== EXERCISE DATA ==

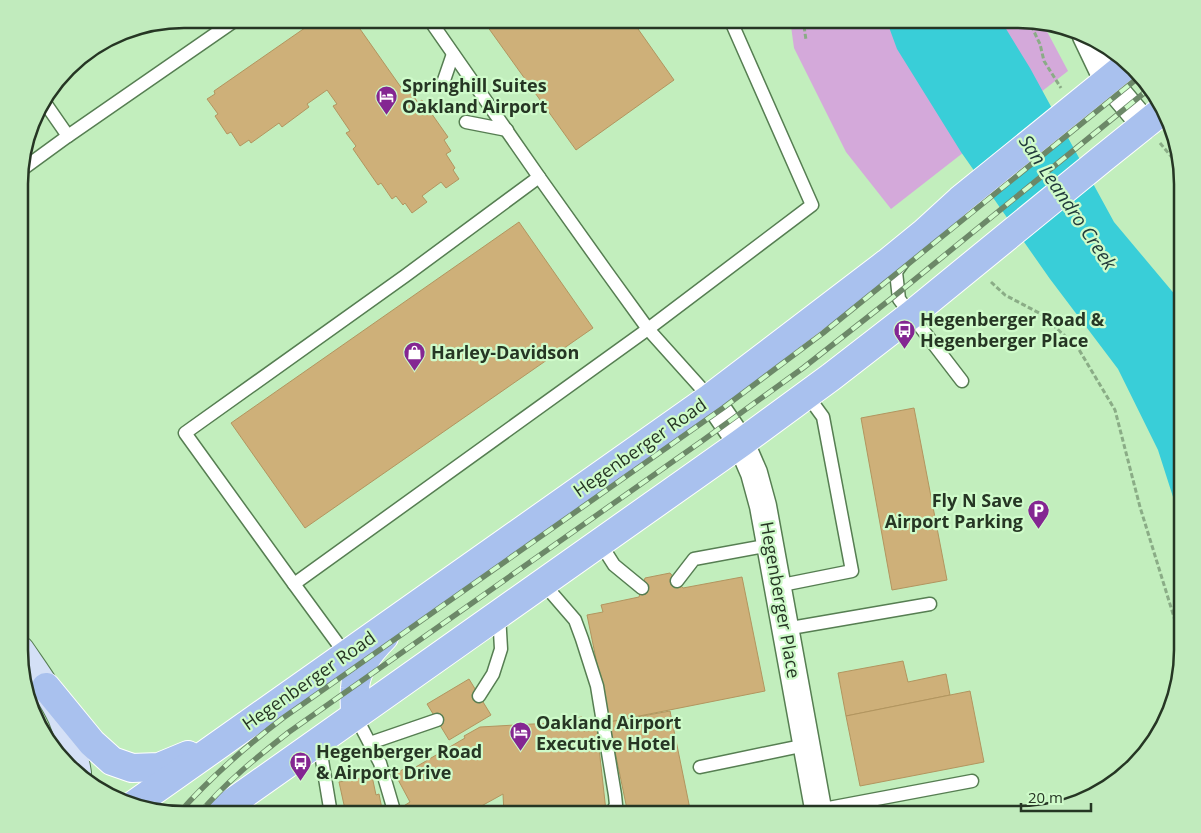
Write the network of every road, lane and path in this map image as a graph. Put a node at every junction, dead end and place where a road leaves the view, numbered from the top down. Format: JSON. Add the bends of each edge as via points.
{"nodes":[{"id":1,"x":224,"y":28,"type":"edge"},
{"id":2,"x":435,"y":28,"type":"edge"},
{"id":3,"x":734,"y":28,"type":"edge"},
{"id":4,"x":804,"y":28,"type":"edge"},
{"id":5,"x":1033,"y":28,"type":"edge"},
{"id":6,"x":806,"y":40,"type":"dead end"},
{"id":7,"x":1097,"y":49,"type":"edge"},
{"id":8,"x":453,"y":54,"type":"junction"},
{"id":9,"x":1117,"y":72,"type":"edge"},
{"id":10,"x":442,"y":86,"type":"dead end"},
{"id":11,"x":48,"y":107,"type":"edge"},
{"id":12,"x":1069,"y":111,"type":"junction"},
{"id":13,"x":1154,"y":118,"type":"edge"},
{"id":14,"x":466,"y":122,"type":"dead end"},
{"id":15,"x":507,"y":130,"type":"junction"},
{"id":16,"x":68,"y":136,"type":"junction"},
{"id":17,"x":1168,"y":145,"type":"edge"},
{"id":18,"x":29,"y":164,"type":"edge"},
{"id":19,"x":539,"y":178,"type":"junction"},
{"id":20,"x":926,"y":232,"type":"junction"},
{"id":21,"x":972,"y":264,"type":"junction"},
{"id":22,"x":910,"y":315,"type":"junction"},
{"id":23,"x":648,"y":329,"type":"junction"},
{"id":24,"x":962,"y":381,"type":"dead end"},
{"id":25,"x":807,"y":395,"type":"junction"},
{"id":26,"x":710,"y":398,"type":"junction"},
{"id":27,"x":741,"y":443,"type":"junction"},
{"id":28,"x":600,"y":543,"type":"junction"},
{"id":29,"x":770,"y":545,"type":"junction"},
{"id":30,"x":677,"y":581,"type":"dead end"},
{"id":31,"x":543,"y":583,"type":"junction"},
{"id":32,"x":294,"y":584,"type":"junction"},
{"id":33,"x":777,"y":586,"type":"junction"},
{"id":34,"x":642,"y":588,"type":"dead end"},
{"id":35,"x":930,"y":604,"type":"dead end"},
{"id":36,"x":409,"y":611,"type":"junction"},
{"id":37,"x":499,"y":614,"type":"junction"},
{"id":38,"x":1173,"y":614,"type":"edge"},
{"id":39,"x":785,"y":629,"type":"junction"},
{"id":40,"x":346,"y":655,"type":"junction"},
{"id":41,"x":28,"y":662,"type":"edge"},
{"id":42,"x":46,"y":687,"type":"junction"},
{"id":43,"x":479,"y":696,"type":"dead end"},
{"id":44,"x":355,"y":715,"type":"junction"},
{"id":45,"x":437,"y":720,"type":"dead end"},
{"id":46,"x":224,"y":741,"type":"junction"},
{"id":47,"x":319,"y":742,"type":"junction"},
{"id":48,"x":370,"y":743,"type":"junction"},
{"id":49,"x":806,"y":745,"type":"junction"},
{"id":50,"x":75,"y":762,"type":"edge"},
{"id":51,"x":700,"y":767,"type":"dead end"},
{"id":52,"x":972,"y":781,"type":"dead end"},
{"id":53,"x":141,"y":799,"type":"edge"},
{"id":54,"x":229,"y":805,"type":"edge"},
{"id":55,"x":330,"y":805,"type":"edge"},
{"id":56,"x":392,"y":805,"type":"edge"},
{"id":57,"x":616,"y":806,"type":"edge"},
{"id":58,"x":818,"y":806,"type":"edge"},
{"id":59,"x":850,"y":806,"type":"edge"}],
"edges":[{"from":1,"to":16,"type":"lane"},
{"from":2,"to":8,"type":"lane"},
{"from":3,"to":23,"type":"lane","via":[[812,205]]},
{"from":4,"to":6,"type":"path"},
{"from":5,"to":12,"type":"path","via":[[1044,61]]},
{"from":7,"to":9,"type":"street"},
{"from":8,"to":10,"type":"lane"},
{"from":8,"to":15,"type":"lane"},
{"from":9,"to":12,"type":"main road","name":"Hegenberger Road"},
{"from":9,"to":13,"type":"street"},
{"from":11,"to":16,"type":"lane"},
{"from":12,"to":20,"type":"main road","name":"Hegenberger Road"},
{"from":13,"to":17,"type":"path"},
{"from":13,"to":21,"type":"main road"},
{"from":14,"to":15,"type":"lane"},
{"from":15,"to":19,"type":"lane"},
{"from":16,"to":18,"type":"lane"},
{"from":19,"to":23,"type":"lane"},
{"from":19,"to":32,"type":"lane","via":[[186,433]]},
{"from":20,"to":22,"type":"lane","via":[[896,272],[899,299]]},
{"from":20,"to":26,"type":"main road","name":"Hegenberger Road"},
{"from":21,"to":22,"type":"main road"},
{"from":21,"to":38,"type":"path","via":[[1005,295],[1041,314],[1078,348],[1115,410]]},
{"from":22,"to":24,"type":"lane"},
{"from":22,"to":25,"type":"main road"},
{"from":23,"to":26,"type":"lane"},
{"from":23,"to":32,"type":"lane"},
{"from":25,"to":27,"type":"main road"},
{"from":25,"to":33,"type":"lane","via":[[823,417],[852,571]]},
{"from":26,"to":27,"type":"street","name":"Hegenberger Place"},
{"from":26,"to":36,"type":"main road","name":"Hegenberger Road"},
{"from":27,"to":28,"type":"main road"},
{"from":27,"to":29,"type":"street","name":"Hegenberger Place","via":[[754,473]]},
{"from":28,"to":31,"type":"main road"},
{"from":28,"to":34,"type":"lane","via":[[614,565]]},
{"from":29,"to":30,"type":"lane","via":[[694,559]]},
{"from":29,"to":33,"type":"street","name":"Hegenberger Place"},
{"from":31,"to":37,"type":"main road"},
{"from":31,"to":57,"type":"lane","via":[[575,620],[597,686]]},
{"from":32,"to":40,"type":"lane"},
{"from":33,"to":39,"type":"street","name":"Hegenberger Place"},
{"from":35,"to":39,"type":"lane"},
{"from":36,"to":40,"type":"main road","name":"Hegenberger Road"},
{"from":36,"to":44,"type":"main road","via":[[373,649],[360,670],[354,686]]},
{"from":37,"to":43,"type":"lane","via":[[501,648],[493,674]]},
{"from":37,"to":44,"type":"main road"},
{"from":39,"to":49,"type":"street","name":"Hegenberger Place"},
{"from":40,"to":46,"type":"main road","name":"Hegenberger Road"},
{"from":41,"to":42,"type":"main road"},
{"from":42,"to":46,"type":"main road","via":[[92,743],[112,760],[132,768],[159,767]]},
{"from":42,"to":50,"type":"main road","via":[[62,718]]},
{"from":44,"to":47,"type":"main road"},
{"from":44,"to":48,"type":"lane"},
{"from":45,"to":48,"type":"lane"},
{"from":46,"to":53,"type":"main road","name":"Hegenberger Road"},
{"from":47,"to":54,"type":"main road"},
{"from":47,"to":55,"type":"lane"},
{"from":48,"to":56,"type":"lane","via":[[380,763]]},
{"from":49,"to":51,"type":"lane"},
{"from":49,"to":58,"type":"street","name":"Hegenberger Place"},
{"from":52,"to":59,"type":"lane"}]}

===

• **EXERCISE BRIEF**: If an entry contains an image, skip the image and return the rest of the listing unchanged.

• **ANSWER SECTION**:
Write the network of every road, lane and path in this map image as a graph. Put a node at every junction, dead end and place where a road leaves the view, numbered from the top down. Format: JSON. Add the bends of each edge as via points.
{"nodes":[{"id":1,"x":224,"y":28,"type":"edge"},
{"id":2,"x":435,"y":28,"type":"edge"},
{"id":3,"x":734,"y":28,"type":"edge"},
{"id":4,"x":804,"y":28,"type":"edge"},
{"id":5,"x":1033,"y":28,"type":"edge"},
{"id":6,"x":806,"y":40,"type":"dead end"},
{"id":7,"x":1097,"y":49,"type":"edge"},
{"id":8,"x":453,"y":54,"type":"junction"},
{"id":9,"x":1117,"y":72,"type":"edge"},
{"id":10,"x":442,"y":86,"type":"dead end"},
{"id":11,"x":48,"y":107,"type":"edge"},
{"id":12,"x":1069,"y":111,"type":"junction"},
{"id":13,"x":1154,"y":118,"type":"edge"},
{"id":14,"x":466,"y":122,"type":"dead end"},
{"id":15,"x":507,"y":130,"type":"junction"},
{"id":16,"x":68,"y":136,"type":"junction"},
{"id":17,"x":1168,"y":145,"type":"edge"},
{"id":18,"x":29,"y":164,"type":"edge"},
{"id":19,"x":539,"y":178,"type":"junction"},
{"id":20,"x":926,"y":232,"type":"junction"},
{"id":21,"x":972,"y":264,"type":"junction"},
{"id":22,"x":910,"y":315,"type":"junction"},
{"id":23,"x":648,"y":329,"type":"junction"},
{"id":24,"x":962,"y":381,"type":"dead end"},
{"id":25,"x":807,"y":395,"type":"junction"},
{"id":26,"x":710,"y":398,"type":"junction"},
{"id":27,"x":741,"y":443,"type":"junction"},
{"id":28,"x":600,"y":543,"type":"junction"},
{"id":29,"x":770,"y":545,"type":"junction"},
{"id":30,"x":677,"y":581,"type":"dead end"},
{"id":31,"x":543,"y":583,"type":"junction"},
{"id":32,"x":294,"y":584,"type":"junction"},
{"id":33,"x":777,"y":586,"type":"junction"},
{"id":34,"x":642,"y":588,"type":"dead end"},
{"id":35,"x":930,"y":604,"type":"dead end"},
{"id":36,"x":409,"y":611,"type":"junction"},
{"id":37,"x":499,"y":614,"type":"junction"},
{"id":38,"x":1173,"y":614,"type":"edge"},
{"id":39,"x":785,"y":629,"type":"junction"},
{"id":40,"x":346,"y":655,"type":"junction"},
{"id":41,"x":28,"y":662,"type":"edge"},
{"id":42,"x":46,"y":687,"type":"junction"},
{"id":43,"x":479,"y":696,"type":"dead end"},
{"id":44,"x":355,"y":715,"type":"junction"},
{"id":45,"x":437,"y":720,"type":"dead end"},
{"id":46,"x":224,"y":741,"type":"junction"},
{"id":47,"x":319,"y":742,"type":"junction"},
{"id":48,"x":370,"y":743,"type":"junction"},
{"id":49,"x":806,"y":745,"type":"junction"},
{"id":50,"x":75,"y":762,"type":"edge"},
{"id":51,"x":700,"y":767,"type":"dead end"},
{"id":52,"x":972,"y":781,"type":"dead end"},
{"id":53,"x":141,"y":799,"type":"edge"},
{"id":54,"x":229,"y":805,"type":"edge"},
{"id":55,"x":330,"y":805,"type":"edge"},
{"id":56,"x":392,"y":805,"type":"edge"},
{"id":57,"x":616,"y":806,"type":"edge"},
{"id":58,"x":818,"y":806,"type":"edge"},
{"id":59,"x":850,"y":806,"type":"edge"}],
"edges":[{"from":1,"to":16,"type":"lane"},
{"from":2,"to":8,"type":"lane"},
{"from":3,"to":23,"type":"lane","via":[[812,205]]},
{"from":4,"to":6,"type":"path"},
{"from":5,"to":12,"type":"path","via":[[1044,61]]},
{"from":7,"to":9,"type":"street"},
{"from":8,"to":10,"type":"lane"},
{"from":8,"to":15,"type":"lane"},
{"from":9,"to":12,"type":"main road","name":"Hegenberger Road"},
{"from":9,"to":13,"type":"street"},
{"from":11,"to":16,"type":"lane"},
{"from":12,"to":20,"type":"main road","name":"Hegenberger Road"},
{"from":13,"to":17,"type":"path"},
{"from":13,"to":21,"type":"main road"},
{"from":14,"to":15,"type":"lane"},
{"from":15,"to":19,"type":"lane"},
{"from":16,"to":18,"type":"lane"},
{"from":19,"to":23,"type":"lane"},
{"from":19,"to":32,"type":"lane","via":[[186,433]]},
{"from":20,"to":22,"type":"lane","via":[[896,272],[899,299]]},
{"from":20,"to":26,"type":"main road","name":"Hegenberger Road"},
{"from":21,"to":22,"type":"main road"},
{"from":21,"to":38,"type":"path","via":[[1005,295],[1041,314],[1078,348],[1115,410]]},
{"from":22,"to":24,"type":"lane"},
{"from":22,"to":25,"type":"main road"},
{"from":23,"to":26,"type":"lane"},
{"from":23,"to":32,"type":"lane"},
{"from":25,"to":27,"type":"main road"},
{"from":25,"to":33,"type":"lane","via":[[823,417],[852,571]]},
{"from":26,"to":27,"type":"street","name":"Hegenberger Place"},
{"from":26,"to":36,"type":"main road","name":"Hegenberger Road"},
{"from":27,"to":28,"type":"main road"},
{"from":27,"to":29,"type":"street","name":"Hegenberger Place","via":[[754,473]]},
{"from":28,"to":31,"type":"main road"},
{"from":28,"to":34,"type":"lane","via":[[614,565]]},
{"from":29,"to":30,"type":"lane","via":[[694,559]]},
{"from":29,"to":33,"type":"street","name":"Hegenberger Place"},
{"from":31,"to":37,"type":"main road"},
{"from":31,"to":57,"type":"lane","via":[[575,620],[597,686]]},
{"from":32,"to":40,"type":"lane"},
{"from":33,"to":39,"type":"street","name":"Hegenberger Place"},
{"from":35,"to":39,"type":"lane"},
{"from":36,"to":40,"type":"main road","name":"Hegenberger Road"},
{"from":36,"to":44,"type":"main road","via":[[373,649],[360,670],[354,686]]},
{"from":37,"to":43,"type":"lane","via":[[501,648],[493,674]]},
{"from":37,"to":44,"type":"main road"},
{"from":39,"to":49,"type":"street","name":"Hegenberger Place"},
{"from":40,"to":46,"type":"main road","name":"Hegenberger Road"},
{"from":41,"to":42,"type":"main road"},
{"from":42,"to":46,"type":"main road","via":[[92,743],[112,760],[132,768],[159,767]]},
{"from":42,"to":50,"type":"main road","via":[[62,718]]},
{"from":44,"to":47,"type":"main road"},
{"from":44,"to":48,"type":"lane"},
{"from":45,"to":48,"type":"lane"},
{"from":46,"to":53,"type":"main road","name":"Hegenberger Road"},
{"from":47,"to":54,"type":"main road"},
{"from":47,"to":55,"type":"lane"},
{"from":48,"to":56,"type":"lane","via":[[380,763]]},
{"from":49,"to":51,"type":"lane"},
{"from":49,"to":58,"type":"street","name":"Hegenberger Place"},
{"from":52,"to":59,"type":"lane"}]}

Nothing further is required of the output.